Je me suis plongée dans l’univers de radio Nova cette semaine. Selon un vieux baroudeur journaliste, c’est une des dernières radios françaises mêlant le fond et la forme. Je suis tombée sur le podcast de l’émission « L’usine à Podcast, l’urgence du présent » qui fait un bref interview de Matthieu Tordeur ayant séjourné en Antarctique. Outre son histoire, ce que j’ai aimé dans ce podcast, c’est sa réponse à la question : L’urgence du présent, c’est… qu’il n’y a pas d’urgence, à part celle du réchauffement climatique. Et en quelques mots, il dit tout et nous questionne sur notre relation à l’urgence et par là même au présent.

Podcast Radio Nova – L’usine à Podcast, l’urgence du présent »

Ecoutez le replay de L’Urgence c’est – Mathieu Tordeur

Urgence à contre-sens et présent déguisé

Pour rappel (et selon le petit Larousse), l’urgence est définie comme « le caractère de ce qui est urgent, de ce qui ne souffre d’aucun retard ». Ok… mais encore ? C’est aussi ce qui se traduit par « la nécessité d’agir vite » ou encore « une situation qui peut entraîner un préjudice irréparable s’il n’y est porté remède à bref délai ». Ok… ça commence à être plus clair.
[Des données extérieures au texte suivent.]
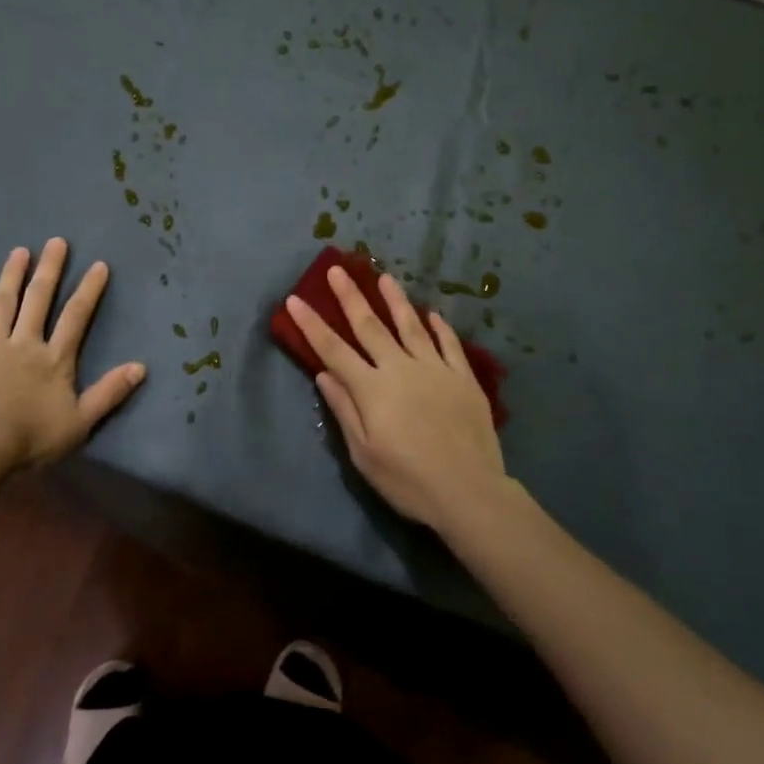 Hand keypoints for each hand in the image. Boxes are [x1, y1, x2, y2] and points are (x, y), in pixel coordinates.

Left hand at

Donc une urgence, c’est une action rapide et efficace qui se met en place face à un grand danger imminent.

Je rejoins donc Matthieu Tordeur quand il dit que la seule urgence est la situation de notre planète. Le danger est bien là et un grand nombre d’actions (et l’arrêt d’autres) doit être mis en place MAINTENANT.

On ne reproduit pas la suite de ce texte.